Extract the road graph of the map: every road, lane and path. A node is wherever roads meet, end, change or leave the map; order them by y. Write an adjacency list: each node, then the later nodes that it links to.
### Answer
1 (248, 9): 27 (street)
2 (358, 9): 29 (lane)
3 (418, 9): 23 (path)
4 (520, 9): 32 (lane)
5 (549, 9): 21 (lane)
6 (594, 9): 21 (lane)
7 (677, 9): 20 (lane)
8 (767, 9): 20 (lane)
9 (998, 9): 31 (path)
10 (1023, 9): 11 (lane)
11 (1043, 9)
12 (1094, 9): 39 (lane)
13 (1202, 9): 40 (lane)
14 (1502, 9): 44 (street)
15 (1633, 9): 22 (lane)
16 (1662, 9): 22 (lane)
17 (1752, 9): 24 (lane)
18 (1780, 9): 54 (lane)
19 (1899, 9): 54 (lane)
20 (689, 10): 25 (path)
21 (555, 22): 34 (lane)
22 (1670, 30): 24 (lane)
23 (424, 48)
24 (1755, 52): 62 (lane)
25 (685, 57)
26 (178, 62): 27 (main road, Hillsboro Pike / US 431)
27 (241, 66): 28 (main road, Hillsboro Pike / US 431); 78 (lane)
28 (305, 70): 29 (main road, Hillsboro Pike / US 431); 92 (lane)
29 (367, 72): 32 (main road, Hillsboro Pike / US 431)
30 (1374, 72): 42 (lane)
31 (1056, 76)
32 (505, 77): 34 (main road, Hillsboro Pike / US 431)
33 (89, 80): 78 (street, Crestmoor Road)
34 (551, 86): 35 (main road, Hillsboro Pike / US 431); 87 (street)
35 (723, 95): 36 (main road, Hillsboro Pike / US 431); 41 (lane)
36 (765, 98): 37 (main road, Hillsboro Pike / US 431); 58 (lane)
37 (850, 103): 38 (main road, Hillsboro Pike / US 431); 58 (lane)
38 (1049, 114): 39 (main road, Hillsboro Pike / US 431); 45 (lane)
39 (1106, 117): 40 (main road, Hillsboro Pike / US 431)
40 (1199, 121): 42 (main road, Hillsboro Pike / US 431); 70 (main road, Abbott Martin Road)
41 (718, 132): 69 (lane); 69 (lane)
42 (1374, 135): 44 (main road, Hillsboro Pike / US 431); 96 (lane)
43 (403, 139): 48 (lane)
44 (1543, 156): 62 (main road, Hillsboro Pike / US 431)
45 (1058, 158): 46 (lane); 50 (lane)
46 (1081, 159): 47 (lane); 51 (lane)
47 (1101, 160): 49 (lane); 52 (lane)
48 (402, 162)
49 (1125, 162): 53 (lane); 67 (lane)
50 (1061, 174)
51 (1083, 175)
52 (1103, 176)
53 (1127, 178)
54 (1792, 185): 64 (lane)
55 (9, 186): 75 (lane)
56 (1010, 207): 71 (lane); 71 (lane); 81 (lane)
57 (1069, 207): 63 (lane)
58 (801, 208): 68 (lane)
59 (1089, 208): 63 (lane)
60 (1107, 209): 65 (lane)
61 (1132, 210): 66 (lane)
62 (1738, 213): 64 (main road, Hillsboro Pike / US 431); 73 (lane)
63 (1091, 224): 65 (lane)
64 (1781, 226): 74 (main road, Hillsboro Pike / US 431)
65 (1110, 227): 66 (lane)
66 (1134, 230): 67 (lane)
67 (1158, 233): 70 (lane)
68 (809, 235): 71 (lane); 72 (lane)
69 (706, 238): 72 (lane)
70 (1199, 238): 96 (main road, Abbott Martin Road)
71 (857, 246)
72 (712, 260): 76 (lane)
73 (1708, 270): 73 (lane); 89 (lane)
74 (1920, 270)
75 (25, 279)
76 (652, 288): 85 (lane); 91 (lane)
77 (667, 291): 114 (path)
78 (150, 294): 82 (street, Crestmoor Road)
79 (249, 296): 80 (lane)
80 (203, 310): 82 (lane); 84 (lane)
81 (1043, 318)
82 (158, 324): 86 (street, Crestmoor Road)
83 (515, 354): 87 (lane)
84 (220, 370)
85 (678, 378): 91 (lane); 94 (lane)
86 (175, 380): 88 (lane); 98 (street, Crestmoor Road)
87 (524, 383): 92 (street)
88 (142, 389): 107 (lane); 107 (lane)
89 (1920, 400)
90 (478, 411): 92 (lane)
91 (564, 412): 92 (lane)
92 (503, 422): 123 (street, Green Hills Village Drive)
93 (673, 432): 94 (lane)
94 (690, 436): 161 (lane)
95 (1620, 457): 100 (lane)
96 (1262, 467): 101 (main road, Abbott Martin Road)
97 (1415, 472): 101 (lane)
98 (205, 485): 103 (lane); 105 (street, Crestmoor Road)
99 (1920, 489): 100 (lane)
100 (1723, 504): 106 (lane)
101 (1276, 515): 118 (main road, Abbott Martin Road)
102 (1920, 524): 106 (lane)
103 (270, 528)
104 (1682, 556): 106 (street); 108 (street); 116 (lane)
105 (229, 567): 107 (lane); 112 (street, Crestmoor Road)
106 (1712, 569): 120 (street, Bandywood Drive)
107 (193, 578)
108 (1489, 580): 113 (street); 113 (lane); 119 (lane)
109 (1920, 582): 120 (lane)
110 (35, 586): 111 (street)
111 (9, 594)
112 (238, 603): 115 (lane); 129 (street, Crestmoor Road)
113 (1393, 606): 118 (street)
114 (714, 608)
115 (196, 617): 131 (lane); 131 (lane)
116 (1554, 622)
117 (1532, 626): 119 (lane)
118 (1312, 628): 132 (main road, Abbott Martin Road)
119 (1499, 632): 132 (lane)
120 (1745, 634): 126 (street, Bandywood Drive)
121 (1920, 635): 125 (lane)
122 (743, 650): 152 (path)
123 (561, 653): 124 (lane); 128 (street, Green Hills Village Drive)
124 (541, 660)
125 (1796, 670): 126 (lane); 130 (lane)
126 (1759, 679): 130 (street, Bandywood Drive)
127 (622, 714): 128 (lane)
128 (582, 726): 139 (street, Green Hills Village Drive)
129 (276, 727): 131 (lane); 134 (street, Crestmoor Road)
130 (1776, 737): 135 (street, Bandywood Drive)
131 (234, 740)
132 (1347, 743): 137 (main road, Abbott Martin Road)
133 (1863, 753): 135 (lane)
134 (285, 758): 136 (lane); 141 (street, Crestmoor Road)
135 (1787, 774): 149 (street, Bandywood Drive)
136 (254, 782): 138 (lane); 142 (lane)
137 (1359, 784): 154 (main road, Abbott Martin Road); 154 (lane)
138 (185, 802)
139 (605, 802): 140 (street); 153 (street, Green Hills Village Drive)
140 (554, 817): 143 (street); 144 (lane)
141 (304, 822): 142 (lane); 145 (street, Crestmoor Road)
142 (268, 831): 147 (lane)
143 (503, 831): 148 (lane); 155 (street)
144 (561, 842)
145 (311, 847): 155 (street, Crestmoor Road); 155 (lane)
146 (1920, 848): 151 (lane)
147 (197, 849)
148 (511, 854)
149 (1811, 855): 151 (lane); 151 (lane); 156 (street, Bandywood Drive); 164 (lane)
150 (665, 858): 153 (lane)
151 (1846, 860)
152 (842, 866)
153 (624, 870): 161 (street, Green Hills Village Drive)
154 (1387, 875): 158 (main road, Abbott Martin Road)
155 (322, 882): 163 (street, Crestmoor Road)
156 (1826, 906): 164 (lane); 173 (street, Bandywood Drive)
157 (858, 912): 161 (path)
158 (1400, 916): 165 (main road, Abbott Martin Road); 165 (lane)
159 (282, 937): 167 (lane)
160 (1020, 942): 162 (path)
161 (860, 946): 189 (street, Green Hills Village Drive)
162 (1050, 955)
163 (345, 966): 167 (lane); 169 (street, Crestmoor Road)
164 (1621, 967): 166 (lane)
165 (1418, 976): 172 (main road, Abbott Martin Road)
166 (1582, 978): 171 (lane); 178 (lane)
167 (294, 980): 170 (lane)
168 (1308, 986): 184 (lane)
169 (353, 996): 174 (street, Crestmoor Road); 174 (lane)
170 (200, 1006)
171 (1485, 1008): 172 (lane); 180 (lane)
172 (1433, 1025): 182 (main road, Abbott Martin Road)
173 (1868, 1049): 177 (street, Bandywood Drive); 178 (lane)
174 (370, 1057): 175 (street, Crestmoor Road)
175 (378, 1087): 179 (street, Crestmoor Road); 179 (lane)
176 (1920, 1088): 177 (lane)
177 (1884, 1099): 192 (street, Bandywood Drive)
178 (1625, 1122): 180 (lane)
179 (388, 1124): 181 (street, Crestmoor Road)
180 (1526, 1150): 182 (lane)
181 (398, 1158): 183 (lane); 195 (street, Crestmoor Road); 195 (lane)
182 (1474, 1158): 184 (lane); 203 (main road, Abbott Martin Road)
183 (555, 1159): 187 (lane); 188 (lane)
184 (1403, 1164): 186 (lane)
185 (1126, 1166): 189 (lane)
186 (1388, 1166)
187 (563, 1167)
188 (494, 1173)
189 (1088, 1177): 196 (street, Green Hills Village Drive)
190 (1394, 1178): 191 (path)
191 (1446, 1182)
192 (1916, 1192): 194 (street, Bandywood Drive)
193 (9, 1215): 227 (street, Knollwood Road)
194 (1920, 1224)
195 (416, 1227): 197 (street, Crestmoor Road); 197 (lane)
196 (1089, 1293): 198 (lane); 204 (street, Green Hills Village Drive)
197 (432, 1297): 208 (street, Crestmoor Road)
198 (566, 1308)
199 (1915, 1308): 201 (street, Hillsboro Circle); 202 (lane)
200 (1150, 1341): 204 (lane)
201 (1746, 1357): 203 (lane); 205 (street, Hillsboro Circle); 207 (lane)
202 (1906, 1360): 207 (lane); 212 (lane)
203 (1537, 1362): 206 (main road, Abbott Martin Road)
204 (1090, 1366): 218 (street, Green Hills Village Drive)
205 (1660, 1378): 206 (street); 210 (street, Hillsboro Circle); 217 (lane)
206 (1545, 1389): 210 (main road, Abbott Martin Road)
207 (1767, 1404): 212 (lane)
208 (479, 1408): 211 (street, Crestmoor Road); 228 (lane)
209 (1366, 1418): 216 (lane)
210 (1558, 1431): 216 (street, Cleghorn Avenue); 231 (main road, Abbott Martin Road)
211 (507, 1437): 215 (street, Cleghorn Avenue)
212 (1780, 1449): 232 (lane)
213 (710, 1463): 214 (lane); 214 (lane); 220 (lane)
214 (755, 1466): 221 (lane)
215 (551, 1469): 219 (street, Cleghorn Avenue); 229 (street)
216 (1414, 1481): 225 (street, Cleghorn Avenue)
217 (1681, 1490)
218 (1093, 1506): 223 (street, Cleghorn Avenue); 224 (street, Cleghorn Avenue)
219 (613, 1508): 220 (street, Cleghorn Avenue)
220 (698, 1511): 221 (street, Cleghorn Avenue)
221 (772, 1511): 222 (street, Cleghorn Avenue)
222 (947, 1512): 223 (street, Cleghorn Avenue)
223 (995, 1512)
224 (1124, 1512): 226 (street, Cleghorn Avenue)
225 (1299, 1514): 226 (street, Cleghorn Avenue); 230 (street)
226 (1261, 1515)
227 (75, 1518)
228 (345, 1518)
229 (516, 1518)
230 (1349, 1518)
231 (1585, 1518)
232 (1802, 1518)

* * *

Your objective: All the lines that hold the word "Avenue" must appear in the answer, copied from the records.

Solution to the problem:
210 (1558, 1431): 216 (street, Cleghorn Avenue); 231 (main road, Abbott Martin Road)
211 (507, 1437): 215 (street, Cleghorn Avenue)
215 (551, 1469): 219 (street, Cleghorn Avenue); 229 (street)
216 (1414, 1481): 225 (street, Cleghorn Avenue)
218 (1093, 1506): 223 (street, Cleghorn Avenue); 224 (street, Cleghorn Avenue)
219 (613, 1508): 220 (street, Cleghorn Avenue)
220 (698, 1511): 221 (street, Cleghorn Avenue)
221 (772, 1511): 222 (street, Cleghorn Avenue)
222 (947, 1512): 223 (street, Cleghorn Avenue)
224 (1124, 1512): 226 (street, Cleghorn Avenue)
225 (1299, 1514): 226 (street, Cleghorn Avenue); 230 (street)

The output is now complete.